It's Nearly Impossible To Read The Label On The Jar You're Sitting In
Why EdTech leaders stay stuck despite smart teams and proven solutions—and how pattern recognition creates breakthrough.
As an EdTech leader, you're too close to see the patterns keeping you stuck. And it's nearly impossible to read the label of the jar you're in on your own—even with smart teams, proven solutions, and years of success behind you.

Most of us focus on solving the symptoms: hire better people, implement new processes and systems, analyze more data. Don't get me wrong, you probably do need some of that. Yet when you're stuck despite having smart teams and proven solutions, the issue isn't what you're facing, it's how you're facing it.
You need someone willing to help you see the patterns that you can't see inside your own situation. Not someone to tell you what to do, but someone to help you see how you think about your problems. Juniper was built specifically with you in mind. This isn’t about working harder or faster. It’s about stepping back to see your business with fresh eyes to focus your talent and energy on what actually matters.
You're not broken. This isn't a flaw. The roadblocks you're experiencing—growth plateaus, decision paralysis, scattered team energy—it's what happens when the patterns that got you here won't get you to the next level.
Bridging the gap

This exact pattern blindness shows up everywhere in EdTech. EdTech faces a unique challenge to bridge the gap between not just building products but transforming how people learn and teach. The pressure to get this right while tiptoeing through traditional pressures makes it even harder to step outside your jar and see what's actually happening.

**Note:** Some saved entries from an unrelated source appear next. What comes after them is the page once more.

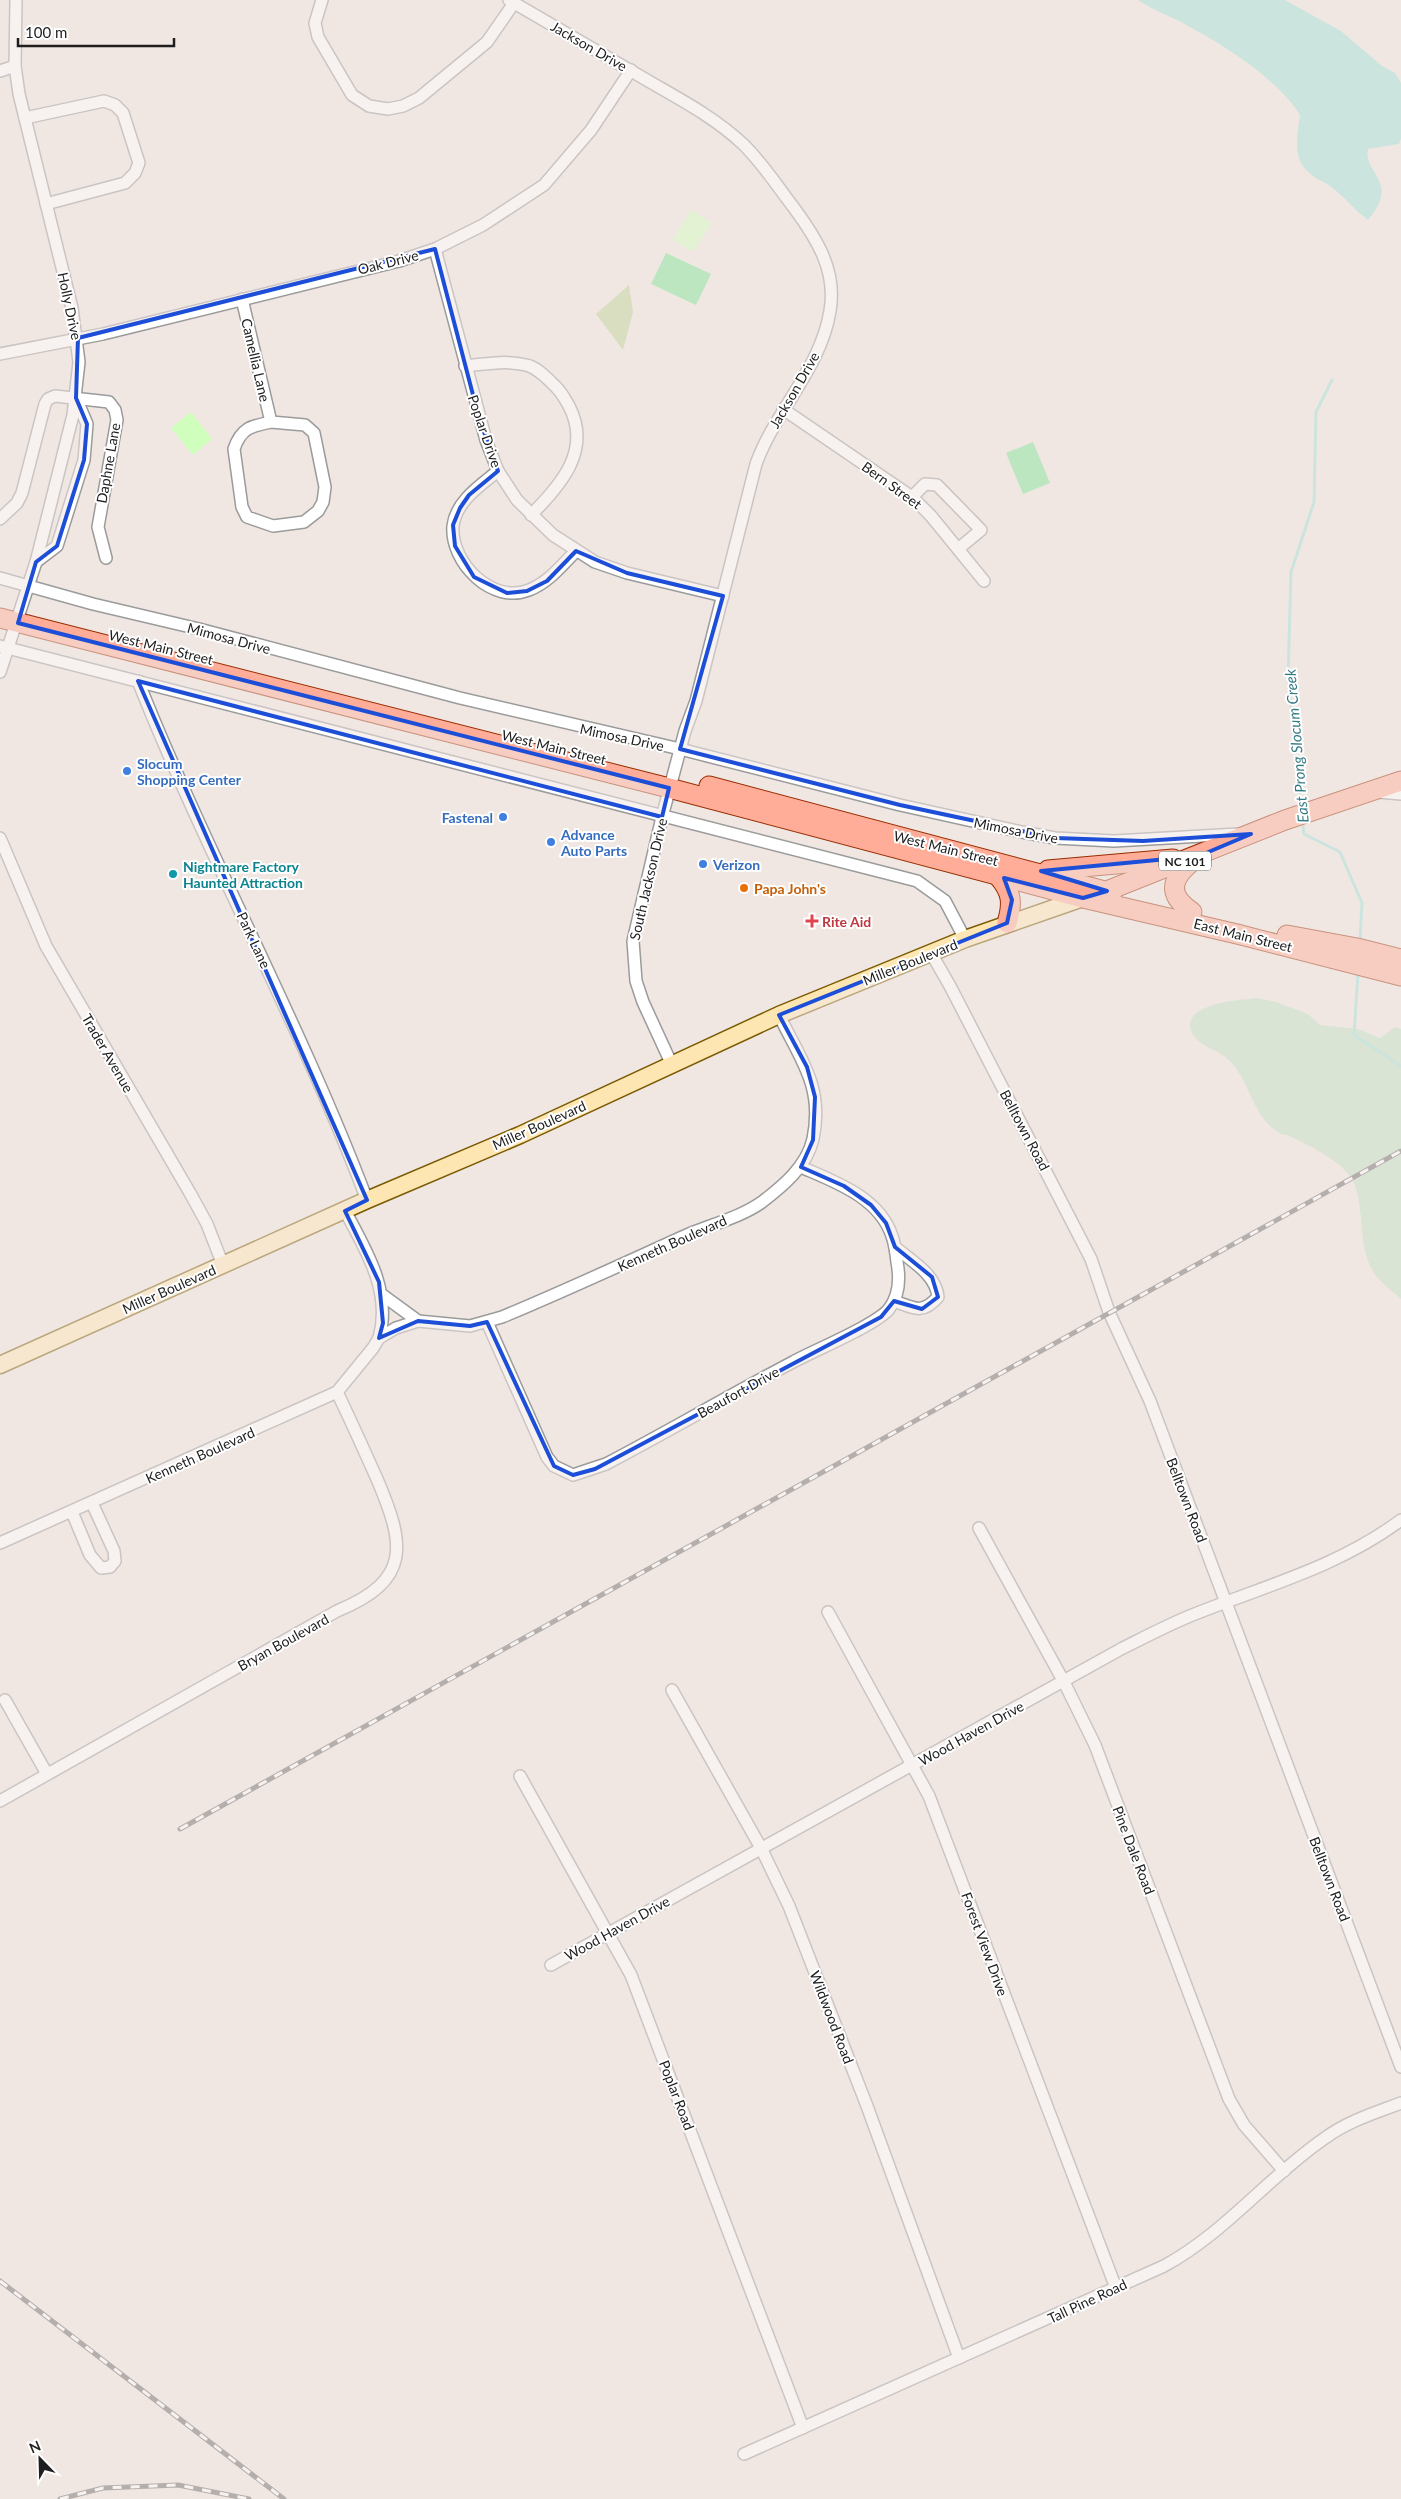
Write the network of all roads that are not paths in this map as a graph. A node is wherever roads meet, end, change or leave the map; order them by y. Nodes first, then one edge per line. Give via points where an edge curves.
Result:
1 (16, 0) edge
2 (322, 0) edge
3 (512, 1) edge
4 (15, 66) junction
5 (0, 70) edge
6 (631, 70) junction
7 (25, 118) junction
8 (46, 204) junction
9 (435, 249) junction
10 (242, 299) junction
11 (78, 338) junction
12 (0, 354) edge
13 (465, 366) junction
14 (76, 398) junction
15 (783, 409) junction
16 (271, 422) junction
17 (498, 471) junction
18 (912, 497) junction
19 (531, 515) junction
20 (0, 519) edge
21 (958, 549) junction
22 (576, 551) junction
23 (106, 558) dead end
24 (36, 562) junction
25 (0, 578) edge
26 (984, 581) dead end
27 (29, 586) junction
28 (723, 596) junction
29 (0, 606) edge
30 (13, 617) edge
31 (5, 647) edge
32 (0, 672) edge
33 (138, 681) junction
34 (680, 749) junction
35 (1401, 781) edge
36 (671, 783) junction
37 (1369, 791) junction
38 (1401, 794) edge
39 (662, 817) junction
40 (1251, 834) junction
41 (0, 838) edge
42 (1199, 856) junction
43 (1036, 871) junction
44 (998, 876) junction
45 (1107, 891) junction
46 (1084, 898) junction
47 (1192, 912) junction
48 (1007, 923) junction
49 (965, 939) junction
50 (930, 953) junction
51 (1361, 957) junction
52 (1401, 959) edge
53 (1401, 976) edge
54 (779, 1015) junction
55 (672, 1065) junction
56 (801, 1166) junction
57 (367, 1200) junction
58 (345, 1210) junction
59 (894, 1247) junction
60 (223, 1265) junction
61 (381, 1294) junction
62 (894, 1302) junction
63 (418, 1320) junction
64 (487, 1322) junction
65 (378, 1338) junction
66 (0, 1365) edge
67 (337, 1392) junction
68 (92, 1503) junction
69 (72, 1512) junction
70 (1401, 1520) edge
71 (979, 1528) dead end
72 (0, 1543) edge
73 (1226, 1602) junction
74 (828, 1612) dead end
75 (1064, 1682) junction
76 (672, 1690) dead end
77 (5, 1700) dead end
78 (911, 1765) junction
79 (47, 1774) junction
80 (520, 1776) dead end
81 (0, 1800) edge
82 (761, 1848) junction
83 (608, 1934) junction
84 (551, 1965) dead end
85 (1401, 2067) edge
86 (1401, 2103) edge
87 (1284, 2171) junction
88 (1116, 2288) junction
89 (959, 2358) junction
90 (803, 2428) junction
91 (744, 2454) dead end

1 - 4 street, Holly Drive
2 - 3 street via 315,23 318,37 352,95 370,106 388,109 419,98 487,42
3 - 6 street, Jackson Drive
4 - 5 street
4 - 7 street, Holly Drive
6 - 9 street, Oak Drive via 590,130 544,185 483,226
6 - 15 street, Jackson Drive via 718,124 744,146 801,217 822,250 831,280 830,312 814,358
7 - 8 street, Holly Drive
7 - 8 street via 104,101 115,105 123,113 139,164 125,183
8 - 11 street, Holly Drive
9 - 10 street, Oak Drive via 399,261
9 - 13 street, Poplar Drive
10 - 11 street, Oak Drive
10 - 16 street, Camellia Lane
11 - 12 street, Oak Drive
11 - 14 street, Holly Drive via 80,362
13 - 17 street, Poplar Drive
13 - 19 street via 501,362 528,365 561,392 574,417 579,440 573,460 555,491
14 - 20 street via 55,396 44,404 22,493 17,504
14 - 23 street, Daphne Lane via 109,402 117,420 98,527
14 - 24 street, Holly Drive
14 - 24 street via 87,424 84,460 57,546
15 - 18 street, Bern Street
15 - 28 street, Jackson Drive via 756,464
16 - 16 street via 252,426 241,433 234,449 242,507 247,517 272,526 304,522 318,511 325,487 314,433 305,425
17 - 19 street, Poplar Drive
17 - 22 street via 469,494 453,525 455,546 474,576 507,593 527,591 547,581
18 - 21 street, Bern Street
18 - 21 street via 924,484 938,485 980,530
19 - 22 street, Poplar Drive
21 - 26 street, Bern Street
22 - 28 street, Poplar Drive via 626,573
24 - 27 street, Holly Drive
25 - 27 street, Mimosa Drive
27 - 30 street, Holly Drive
27 - 34 street, Mimosa Drive via 460,698
28 - 34 street, Jackson Drive
29 - 30 main road, West Main Street
30 - 31 street
30 - 36 main road, West Main Street
31 - 32 street
31 - 33 street
33 - 39 street
33 - 57 street, Park Lane via 308,1060
34 - 36 street, Jackson Drive
34 - 40 street, Mimosa Drive via 797,780 1055,838 1114,842
35 - 37 main road, NC 101
36 - 39 street, South Jackson Drive
36 - 43 main road, West Main Street
36 - 44 main road, West Main Street
37 - 38 street
37 - 40 main road, NC 101
39 - 49 street via 917,881 945,901
39 - 55 street, South Jackson Drive via 636,921 633,954 636,981
40 - 42 main road, NC 101
41 - 60 street, Trader Avenue via 46,946 190,1193 207,1224
42 - 43 main road
42 - 45 main road, NC 101
42 - 47 main road via 1179,873 1174,886 1176,898
43 - 45 main road, West Main Street
44 - 46 main road, West Main Street
44 - 48 main road via 1012,900
45 - 46 main road, NC 101
45 - 47 main road, East Main Street
46 - 48 street, Miller Boulevard
46 - 51 main road, East Main Street
47 - 51 main road, East Main Street
48 - 49 street, Miller Boulevard
49 - 50 street, Miller Boulevard
50 - 54 street, Miller Boulevard
50 - 73 street, Belltown Road via 1092,1259 1109,1312 1150,1401
51 - 52 main road, East Main Street
51 - 53 main road, East Main Street
54 - 55 street, Miller Boulevard
54 - 56 street, Kenneth Boulevard via 796,1051 808,1067 815,1097 813,1140
55 - 57 street, Miller Boulevard
56 - 59 street via 844,1186 870,1205 886,1223
56 - 64 street, Kenneth Boulevard via 761,1203 740,1214
57 - 58 street, Miller Boulevard
58 - 60 street, Miller Boulevard
58 - 61 street, Kenneth Boulevard via 375,1270
59 - 62 street via 899,1277
59 - 62 street via 932,1278 938,1297 929,1307 922,1309
60 - 66 street, Miller Boulevard
61 - 63 street
61 - 65 street, Kenneth Boulevard via 383,1323
62 - 64 street, Beaufort Drive via 881,1317 793,1361 606,1464 574,1475 554,1466 547,1456
63 - 64 street, Kenneth Boulevard via 470,1326
63 - 65 street
65 - 67 street, Kenneth Boulevard
67 - 68 street, Kenneth Boulevard
67 - 79 street, Bryan Boulevard via 395,1523 398,1550 388,1576 379,1587 353,1604
68 - 69 street, Kenneth Boulevard
68 - 69 street via 114,1551 115,1561 110,1567 101,1568 94,1561
69 - 72 street, Kenneth Boulevard
70 - 73 street, Wood Haven Drive via 1379,1537 1338,1560
71 - 75 street, Pine Dale Road
73 - 75 street, Wood Haven Drive via 1138,1640
73 - 85 street, Belltown Road
74 - 78 street, Forest View Drive
75 - 78 street, Wood Haven Drive
75 - 87 street, Pine Dale Road via 1095,1745 1222,2085 1244,2125
76 - 82 street, Wildwood Road
77 - 79 street
78 - 82 street, Wood Haven Drive
78 - 88 street, Forest View Drive via 929,1796 948,1843
79 - 81 street, Bryan Boulevard
80 - 83 street, Poplar Road
82 - 83 street, Wood Haven Drive
82 - 89 street, Wildwood Road via 789,1906 854,2071
83 - 84 street, Wood Haven Drive
83 - 90 street, Poplar Road via 643,2003
86 - 87 street, Tall Pine Road via 1340,2128
87 - 88 street, Tall Pine Road via 1191,2250
88 - 89 street, Tall Pine Road
89 - 90 street, Tall Pine Road
90 - 91 street, Tall Pine Road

After working with EdTech leaders for several years, I see a few of the same patterns over and over again:
- You get in your own way: You tell yourself you need the right plan and the right information. This is really self-isolation and procrastination in disguise as preparedness and being thorough. You want the next decision to be the exact right decision with no risk of failure. What are you avoiding?
- You're too smart for your own good: You know your stuff better than anyone. If you just try harder you should be smart enough to figure it out on your own. You listen to all the podcasts, read all the articles, attend all the conferences. You tell yourself sophisticated solutions feel more credible; you just haven't found the right framework yet. And then what?
- Everything to everyone...or no one: You tell yourself if you satisfy your shareholders, your bottom line, your employees, your customers all at once, you'll win. You'll have proved yourself without missing any opportunities. You just need a broad enough message and be as efficient as possible, yet you change priorities the moment it's inconvenient. What are you sacrificing?
a peek behind the curtain
The last thing you want is another consultant or advisor to analyze your business and tell you what you're doing wrong. You've probably sat through presentations or been handed a 50-page report where someone explains your problems back to you using your own data.
How did that feel? Even if they could be right, did you find yourself thinking, "I'm not sure they really understood what I'm actually dealing with."
Here's what I've learned: Whose advice are you more willing to take—mine or yours? Think back to a significant moment in your past where you felt completely stuck. Did you confide in someone? Did that person help you see something you couldn't see before or tell you what they think you should do?
I'm guessing that moment isn't significant because of someone else's brilliant advice. It's when you finally were able to see your own patterns clearly.
That's what pattern recognition work actually is—an outside perspective willing to listen carefully to help you read the label on the jar you're in and ask targeted questions to strip everything else away so you can see clearly. When you see the pattern yourself, you see what needs to happen and you have the conviction to act on it.
The pattern is always the same: when you can finally read the label on your own jar, what needs to happen becomes clear.